### Dataset entries:
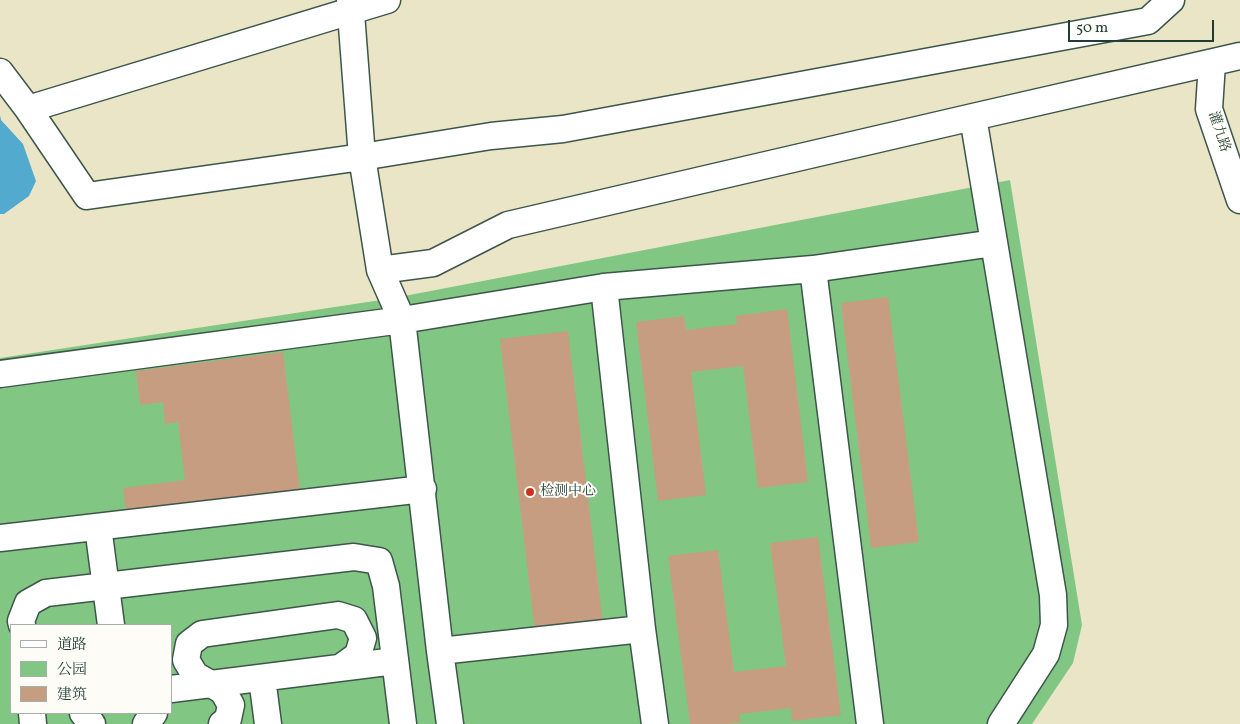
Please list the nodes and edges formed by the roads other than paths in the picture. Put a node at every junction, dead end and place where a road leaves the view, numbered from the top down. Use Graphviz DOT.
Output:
graph roads {
  1 [pos="387,0"];
  2 [pos="1171,0"];
  3 [pos="351,5"];
  4 [pos="1240,56"];
  5 [pos="1212,63"];
  6 [pos="0,72"];
  7 [pos="28,109"];
  8 [pos="973,117"];
  9 [pos="362,157"];
  10 [pos="1240,200"];
  11 [pos="994,243"];
  12 [pos="812,269"];
  13 [pos="380,270"];
  14 [pos="604,287"];
  15 [pos="402,320"];
  16 [pos="0,374"];
  17 [pos="423,490"];
  18 [pos="98,527"];
  19 [pos="0,538"];
  20 [pos="106,586"];
  21 [pos="22,624"];
  22 [pos="111,624"];
  23 [pos="642,629"];
  24 [pos="440,651"];
  25 [pos="395,661"];
  26 [pos="340,668"];
  27 [pos="262,678"];
  28 [pos="210,684"];
  29 [pos="172,689"];
  30 [pos="84,714"];
  31 [pos="92,724"];
  32 [pos="222,724"];
  33 [pos="268,724"];
  34 [pos="403,724"];
  35 [pos="450,724"];
  36 [pos="655,724"];
  37 [pos="870,724"];
  38 [pos="1001,724"];
  1 -- 3 [label="street"];
  2 -- 9 [label="street"];
  3 -- 7 [label="street"];
  3 -- 9 [label="street"];
  4 -- 5 [label="street"];
  5 -- 8 [label="street"];
  5 -- 10 [label="street, 灌九路"];
  6 -- 7 [label="street"];
  7 -- 9 [label="street"];
  8 -- 11 [label="street"];
  8 -- 13 [label="street"];
  9 -- 13 [label="street"];
  11 -- 12 [label="street"];
  11 -- 38 [label="street"];
  12 -- 14 [label="street"];
  12 -- 37 [label="street"];
  13 -- 15 [label="street"];
  14 -- 15 [label="street"];
  14 -- 23 [label="street"];
  15 -- 16 [label="street"];
  15 -- 17 [label="street"];
  17 -- 18 [label="street"];
  17 -- 24 [label="street"];
  18 -- 19 [label="street"];
  18 -- 20 [label="street"];
  20 -- 21 [label="street"];
  20 -- 22 [label="street"];
  20 -- 25 [label="street"];
  23 -- 24 [label="street"];
  23 -- 36 [label="street"];
  24 -- 35 [label="street"];
  25 -- 26 [label="street"];
  25 -- 34 [label="street"];
  26 -- 27 [label="street"];
  26 -- 28 [label="street"];
  27 -- 28 [label="street"];
  27 -- 33 [label="street"];
  28 -- 29 [label="street"];
  28 -- 32 [label="street"];
  30 -- 31 [label="street"];
}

### What is required:
Among the lines above, which contain the word "roads"? Copy every one.

### Response for this exercise:
Please list the nodes and edges formed by the roads other than paths in the picture. Put a node at every junction, dead end and place where a road leaves the view, numbered from the top down. Use Graphviz DOT.
graph roads {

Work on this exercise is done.